It was a quarter that left investment banking businesses, the once-vaunted profit engines of Wall Street, sputtering.

The trouble created by such factors as a European sovereign debt crisis, the BP oil spill, and extreme market movements became clear on Friday, when Bank of America Corp's investment banking business posted a drop in quarterly revenue of nearly 40 percent.

JPMorgan Chase & Co and Citigroup Inc did not suffer quite as much -- their comparable revenues were down 24 and 26 percent, respectively -- but none of the results augured well for Goldman Sachs Group Inc and Morgan Stanley , which are due to report earnings next week.

It's a bad quarter, said William Smith, chief executive officer of Smith Asset Management. When we experienced the flash crash, it put a lot of people on the sidelines (and) hurt investor confidence.

Smith, who does not currently own Goldman or Morgan Stanley shares, said he expects to be able to buy Goldman shares on any weakness after it reports earnings.

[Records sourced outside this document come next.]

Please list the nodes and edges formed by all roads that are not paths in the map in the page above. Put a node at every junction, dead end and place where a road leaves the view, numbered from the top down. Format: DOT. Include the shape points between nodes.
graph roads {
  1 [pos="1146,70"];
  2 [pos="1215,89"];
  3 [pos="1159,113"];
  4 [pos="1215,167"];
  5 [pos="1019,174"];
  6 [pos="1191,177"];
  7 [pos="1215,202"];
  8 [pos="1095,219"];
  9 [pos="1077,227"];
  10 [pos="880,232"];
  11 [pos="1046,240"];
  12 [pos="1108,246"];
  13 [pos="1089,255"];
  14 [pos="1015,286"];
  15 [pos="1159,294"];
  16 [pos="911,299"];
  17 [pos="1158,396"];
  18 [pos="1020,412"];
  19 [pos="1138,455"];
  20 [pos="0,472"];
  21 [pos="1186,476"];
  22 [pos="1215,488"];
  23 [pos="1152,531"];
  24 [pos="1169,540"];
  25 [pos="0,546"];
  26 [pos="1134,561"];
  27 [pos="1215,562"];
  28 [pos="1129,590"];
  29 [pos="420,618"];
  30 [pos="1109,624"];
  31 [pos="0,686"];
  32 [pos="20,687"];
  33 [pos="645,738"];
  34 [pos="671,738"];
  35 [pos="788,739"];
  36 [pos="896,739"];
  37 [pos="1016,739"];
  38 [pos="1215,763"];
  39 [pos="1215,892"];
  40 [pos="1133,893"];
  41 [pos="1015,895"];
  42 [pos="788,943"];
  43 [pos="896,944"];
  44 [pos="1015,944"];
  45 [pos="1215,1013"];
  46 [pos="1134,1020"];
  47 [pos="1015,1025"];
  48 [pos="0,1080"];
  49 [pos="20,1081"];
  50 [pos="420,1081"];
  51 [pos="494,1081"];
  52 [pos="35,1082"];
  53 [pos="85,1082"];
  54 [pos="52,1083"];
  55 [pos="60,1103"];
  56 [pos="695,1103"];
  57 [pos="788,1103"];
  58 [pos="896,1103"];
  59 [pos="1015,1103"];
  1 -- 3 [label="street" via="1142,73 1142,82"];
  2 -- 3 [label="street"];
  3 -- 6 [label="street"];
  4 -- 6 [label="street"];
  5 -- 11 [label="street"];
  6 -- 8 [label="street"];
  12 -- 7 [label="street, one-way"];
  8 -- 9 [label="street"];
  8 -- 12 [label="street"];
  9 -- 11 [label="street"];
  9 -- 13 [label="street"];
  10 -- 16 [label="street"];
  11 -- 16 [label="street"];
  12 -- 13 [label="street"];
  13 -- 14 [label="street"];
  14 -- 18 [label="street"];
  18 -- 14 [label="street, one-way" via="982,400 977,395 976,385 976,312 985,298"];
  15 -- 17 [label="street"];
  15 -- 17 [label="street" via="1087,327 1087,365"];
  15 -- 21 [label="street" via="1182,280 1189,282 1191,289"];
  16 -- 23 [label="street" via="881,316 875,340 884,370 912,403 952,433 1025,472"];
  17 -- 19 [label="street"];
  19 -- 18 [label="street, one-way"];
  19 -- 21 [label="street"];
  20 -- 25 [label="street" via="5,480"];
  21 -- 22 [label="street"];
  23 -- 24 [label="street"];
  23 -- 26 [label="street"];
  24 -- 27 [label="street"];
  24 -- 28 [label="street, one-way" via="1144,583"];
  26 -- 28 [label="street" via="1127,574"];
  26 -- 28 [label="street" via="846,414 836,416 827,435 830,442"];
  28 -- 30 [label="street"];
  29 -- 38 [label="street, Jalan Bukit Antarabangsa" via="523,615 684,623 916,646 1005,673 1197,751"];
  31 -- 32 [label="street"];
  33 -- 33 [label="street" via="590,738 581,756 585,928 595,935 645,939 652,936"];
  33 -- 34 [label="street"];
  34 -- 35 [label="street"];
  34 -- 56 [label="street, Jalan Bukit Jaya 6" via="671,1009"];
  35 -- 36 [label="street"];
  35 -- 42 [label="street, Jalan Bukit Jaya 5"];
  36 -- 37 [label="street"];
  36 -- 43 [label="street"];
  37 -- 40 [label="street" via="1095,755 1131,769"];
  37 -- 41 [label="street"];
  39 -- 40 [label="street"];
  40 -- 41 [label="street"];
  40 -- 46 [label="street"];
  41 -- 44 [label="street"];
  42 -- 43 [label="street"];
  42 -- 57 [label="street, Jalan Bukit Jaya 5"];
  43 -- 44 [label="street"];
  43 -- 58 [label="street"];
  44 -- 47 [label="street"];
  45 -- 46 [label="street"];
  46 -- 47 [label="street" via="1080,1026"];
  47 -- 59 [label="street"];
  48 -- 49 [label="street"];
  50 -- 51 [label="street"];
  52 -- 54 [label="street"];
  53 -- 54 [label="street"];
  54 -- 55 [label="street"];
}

Markets were treacherous in the second quarter, and difficult to trade in. The flash crash on May 6 set off a month of dramatic stock market movements that left some banks reeling from losses on derivatives.

The crash, the oil spill, and fears about European debt unraveling also contributed to a spike in options prices. Banks, which typically sell options and hedge the positions by buying shares, lost money on both their options books and their hedges.

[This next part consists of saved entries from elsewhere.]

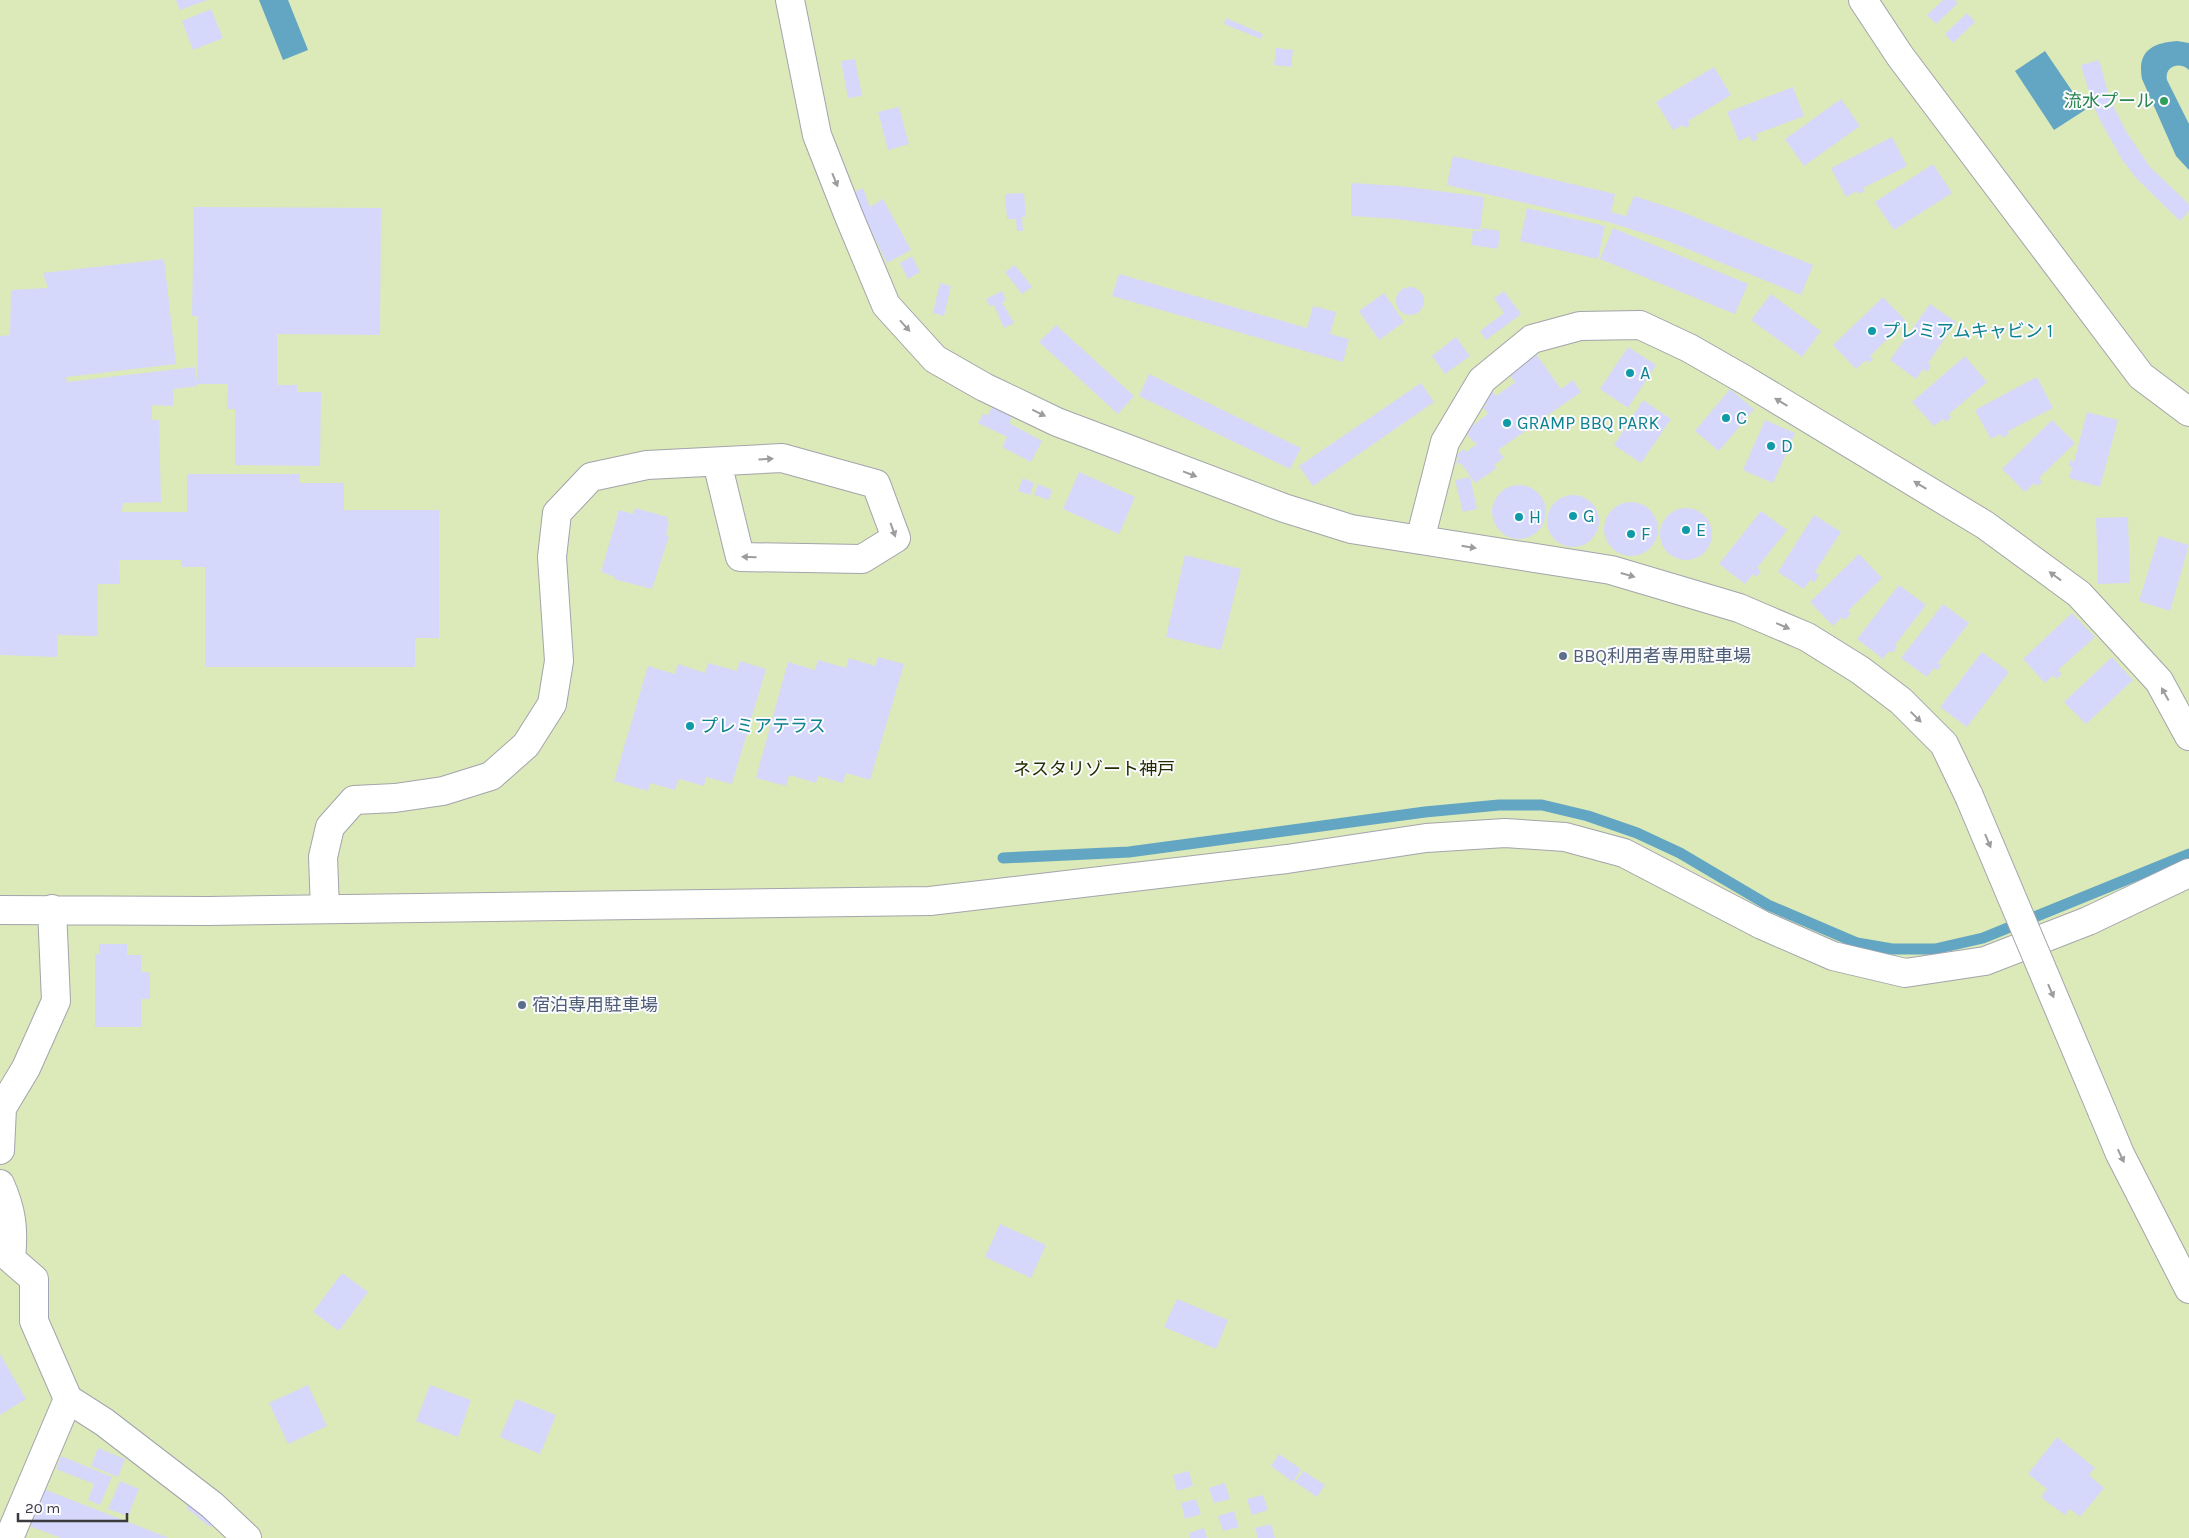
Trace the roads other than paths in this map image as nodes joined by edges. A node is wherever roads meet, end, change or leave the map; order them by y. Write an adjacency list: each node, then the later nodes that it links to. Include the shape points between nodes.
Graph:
1 (790, 0): 5 (street, one-way to 5, via 817,135 886,305 935,359 1057,422 1188,473 1351,529)
2 (1863, 0): 3 (street, via 1900,56 2141,376)
3 (2189, 412)
4 (717, 462): 4 (street, one-way to 4, via 782,458 876,484 896,538 862,559 740,557); 8 (street, via 647,464 591,477 557,513 552,557 559,661 552,704 526,745 491,776 443,791 354,800 330,827 323,857)
5 (1420, 540): 6 (street, one-way to 5, via 2159,681 2079,594 1985,524 1689,348 1640,325 1580,326 1532,339 1482,380 1445,442); 13 (street, one-way to 13, bridge, via 1611,570 1739,608 1807,637 1860,670 1901,701 1944,744 2120,1154)
6 (2189, 736)
7 (2189, 873): 8 (street, via 2088,921 1985,961 1905,973 1833,956 1762,925 1624,853 1565,837 1505,833 1426,838 1288,859 930,901)
8 (325, 908): 9 (street, via 208,911)
9 (52, 909): 10 (street); 11 (street, via 56,1001 26,1068 2,1108)
10 (0, 910)
11 (0, 1150)
12 (0, 1184): 14 (street, via 10,1208 11,1259 34,1279 34,1321)
13 (2189, 1289)
14 (68, 1399): 15 (street); 16 (street, via 104,1422 212,1505)
15 (9, 1538)
16 (247, 1538)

Lower credit losses helped Bank of America, JPMorgan and Citigroup -- the three largest U.S. banks -- to beat analysts' forecasts on the bottom line. But they struggled to maintain overall revenues, which in recent quarters have received a big boost from investment banking.

Shares of all three banks closed down on Friday. Bank of America was one of the worst-performing bank stocks, falling 9.16 percent to close at $13.98 in afternoon trading. Citigroup shares fell 6.25 percent to close at $3.90 and JPMorgan Chase fell 3.68 percent to close at $38.97.

Analysts had already started to cut their earnings estimates for Goldman and Morgan Stanley in recent weeks, but the results from the other major banks reinforced their fears.

On Friday, analyst Steve Stelmach of FBR Capital Markets cited JPMorgan's weaker-than-expected trading performance as he slashed his earnings estimate for Goldman to $1.36 from $2.75 a share.

To be sure, the abysmal results were far from being a total shock.

It was weak and it had been expected to be weak, said Tim Ghriskey, the chief investment officer of Solaris Asset Management. It's like people don't hear it until reality hits.

Morgan Stanley shares also closed down 3.32 percent at $24.74. But shares of Goldman Sachs closed slightly up at $146.21, a day after it agreed to pay $550 million to settle a U.S. Securities and Exchange Commission lawsuit.

Despite hoping for a low price after earnings, Smith said he expects Goldman to surprise investors with its results.

Out of everybody, they're always the ones able to pull a rabbit out of the hat, he said. It might be bad for Goldman, but not as bad as for everybody else.